Recovering A Sentinel Configuration

Sentinel configuration and configuration management systems don’t play well together, and neither do package management systems and the config file. As a result it is possible to have your sentinel configuration file wiped clean under a running sentinel. Here are some ways you might be able to recover your running configuration.

Update: Article updated to reflect the release of a version supporting the flushconfig command.

Requirements

First, let us consider the non-recoverable scenario. If every sentinel in your constellation has had the file cleaned and has been restarted, and you are not running RedSkull, there is no recovering it without rebuilding it the way you built it in the first place. However, if even one sentinel server is still running with the configuration in memory you can recover it. If you are running RedSkull, you can recover even if all the sentinels have gone down - provided at least one RedSkull server as not been restarted.

How do you know the configuration is still in memory? Connect to sentinel using redis-cli -p 26379 -h <host> and issue an INFO command. If you see your pods listed, congratulations - you can recover.

Scenario 0: Redis version >= 2.8.21 or 3.0.2

If you are running at least 2.8.21 or 3.0.2 you will have the easiest time. For this you connect to your sentinels and execute “SENTINEL FLUSHCONFIG”. Done. Now wasn’t that easy?

Scenario 1: No Red Skull, sentinel process still running

The most simple option is to pick one of the pods in Sentinel, and “change” it’s configuration. For example, you can do a SENTINEL SET <podname> parallel-syncs 1. Ideally you’d use the same setting it is now. If you’ve not modified the settings the setting parallel-syncs 1 doesn’t really change the config, but it makes Sentinel think it did.

Once sentinel thinks it has changed a setting it will trigger a full write of the config to disk. This rebuilds your file. Do this on each sentinel in your constellation and you’ve recovered.

Scenario 2: Red Skull running, Sentinels Restarted

For this one you’ll need to pull the constellation configuration from Red Skull as your sentinel daemons have a clean slate.
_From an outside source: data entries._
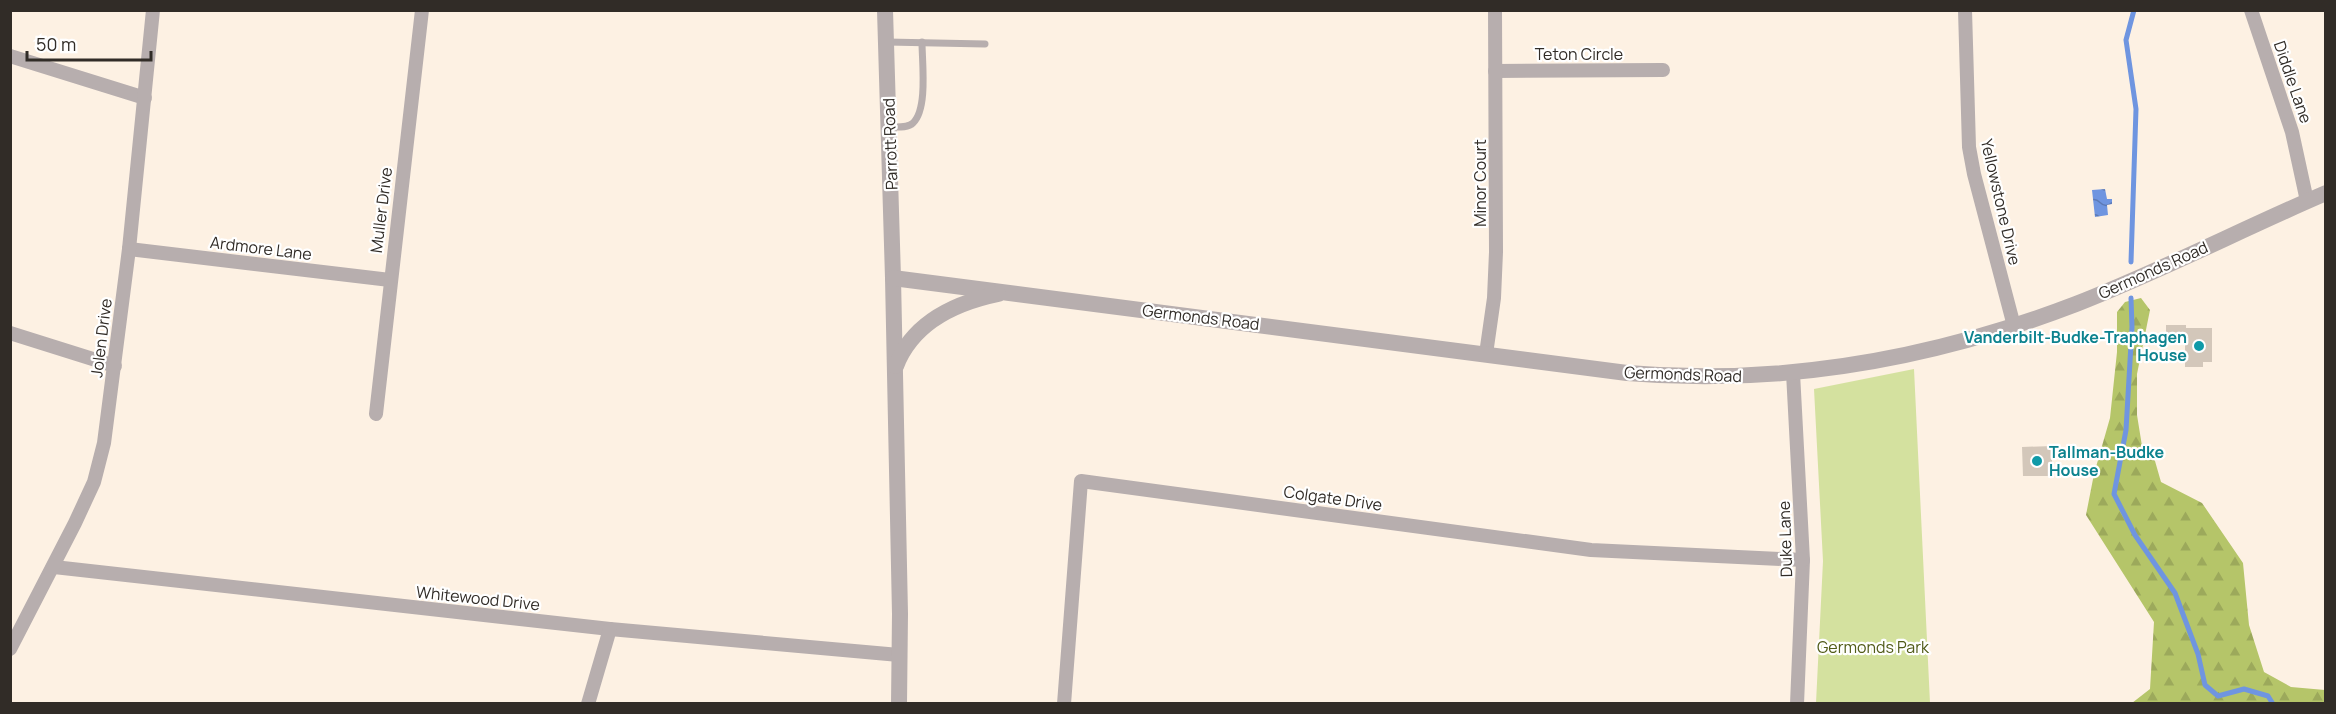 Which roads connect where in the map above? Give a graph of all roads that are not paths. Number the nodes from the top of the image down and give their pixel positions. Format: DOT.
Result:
graph roads {
  1 [pos="153,10"];
  2 [pos="422,10"];
  3 [pos="885,10"];
  4 [pos="1495,10"];
  5 [pos="1965,10"];
  6 [pos="2251,10"];
  7 [pos="886,42"];
  8 [pos="922,42"];
  9 [pos="985,44"];
  10 [pos="10,56"];
  11 [pos="1663,70"];
  12 [pos="1495,71"];
  13 [pos="145,98"];
  14 [pos="890,127"];
  15 [pos="2325,193"];
  16 [pos="2307,201"];
  17 [pos="129,249"];
  18 [pos="893,278"];
  19 [pos="390,280"];
  20 [pos="1013,292"];
  21 [pos="2014,326"];
  22 [pos="10,333"];
  23 [pos="1486,354"];
  24 [pos="115,366"];
  25 [pos="895,372"];
  26 [pos="1793,373"];
  27 [pos="376,414"];
  28 [pos="1803,560"];
  29 [pos="54,567"];
  30 [pos="610,629"];
  31 [pos="10,649"];
  32 [pos="899,655"];
  33 [pos="588,704"];
  34 [pos="899,704"];
  35 [pos="1064,704"];
  36 [pos="1797,704"];
  1 -- 13 [label="street, Jolen Drive"];
  2 -- 19 [label="street, Muller Drive"];
  3 -- 7 [label="street, Parrott Road"];
  4 -- 12 [label="street, Minor Court"];
  5 -- 21 [label="street, Yellowstone Drive"];
  6 -- 16 [label="street, Diddle Lane"];
  7 -- 8 [label="lane"];
  7 -- 14 [label="street, Parrott Road"];
  8 -- 9 [label="lane"];
  8 -- 14 [label="lane"];
  10 -- 13 [label="street"];
  11 -- 12 [label="street, Teton Circle"];
  12 -- 23 [label="street, Minor Court"];
  13 -- 17 [label="street, Jolen Drive"];
  14 -- 18 [label="street, Parrott Road"];
  15 -- 16 [label="street, Germonds Road"];
  16 -- 21 [label="street, Germonds Road"];
  17 -- 19 [label="street, Ardmore Lane"];
  17 -- 24 [label="street, Jolen Drive"];
  18 -- 20 [label="street, Germonds Road"];
  18 -- 25 [label="street, Germonds Road"];
  19 -- 27 [label="street, Muller Drive"];
  20 -- 23 [label="street, Germonds Road"];
  20 -- 25 [label="street, Germonds Road"];
  21 -- 26 [label="street, Germonds Road"];
  22 -- 24 [label="street"];
  23 -- 26 [label="street, Germonds Road"];
  24 -- 29 [label="street, Jolen Drive"];
  25 -- 32 [label="street, Germonds Road"];
  26 -- 28 [label="street, Duke Lane"];
  28 -- 35 [label="street, Colgate Drive"];
  28 -- 36 [label="street, Duke Lane"];
  29 -- 30 [label="street, Whitewood Drive"];
  29 -- 31 [label="street, Jolen Drive"];
  30 -- 32 [label="street, Whitewood Drive"];
  30 -- 33 [label="street"];
  32 -- 34 [label="street, Germonds Road"];
}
For this scenario you will rely on the fact that Red Skull stores the configuration of every single pod it knows about. There are two ways: simple and complex.

Simple Recovery

With this option all of your sentinels will look alike. If you’re running Red Skull to distribute the sentinel job across a bank of them, this may not work cleanly for you - but it will get you to a state you can recover from manually by rebalancing each pod.

For the simple route you pull the JSON data via the Red Skull API via: http://red.skull.host:8000/api/knownpods, then iterate over them adding each one back into Sentinel via the Sentinel API or by writing a new file and starting sentinel back up. Here is a short Python script to do the latter for you: Redskull-To-Sentinel-Config-File

However, if you are leveraging Red Skull’s ability to manage a cluster of Sentinels for you, you’ll probably prefer option two: complex recovery.

Complex Recovery

For this option we are going to do a more in-depth data dump from Red Skull, and it is not yet guaranteed to work as it uses Red Skull pathways which pull data from Sentinel.

For this option you will iterate over every known pod and write (append) to a file for each known-sentinel. Depending on the elapsed time from the event to when you do this there may be no other known-sentinels. However, it is likely the data is still there, so it should in general work.

To do this you will need to generate and store a mapping of sentinel -> managed-pod. For example, in a Python script you might have a dictionary for each sentinel where the name of the sentinel might be ip_port and the dictionary in that variable contain the pod name, current master, and any settings for it such as the auth-pass setting.

You would iterate over the /api/knownpods pod listing building these dictionaries up by talking to every Red Skull server in the constellation. Once you have the set of dictionaries you can then loop over each one and follow the basic procedure outlined under the Simple Recovery section.

Caveats

There is a big caveat to recovery via RedSkull. If a current master goes down before you can recover that pod will need to be manually removed and added as Red Skull won’t know about it because Sentinel didn’t. You could possibly recover by looking at the “old” master/slave host data and manually checking and updating it.

As far as adding via the Sentinel API or by writing a config file, I prefer using the API. Additions are more immediate and you don’t need to bother with stopping sentinel, writing files, and restarting. Indeed you would not even need to do these operations on the Sentinel nodes directly but, if you have connectivity, you can do it from a bastion or your laptop/desktop.

Future Options

Despite our best efforts these scenarios can still plague us - whether it be from automated code or from an “accidentally” by a human. Ideally Sentinel would not store constellation state in it’s config, and there is work in progress to do just that. However, it could still happen even with a state file instead of the config file.

Because it could still happen we now have the ability to tell Sentinel to flush it’s config to disk, provided you’re running an up-to-date version. If not, then at least now you have some other options - especially if this happens while trying to update to the newer versions.

Hopefully should you ever find yourself in this unfortunate situation these methods will provide you some means of retrieving at least some of your sanity. And, of course, your configuration.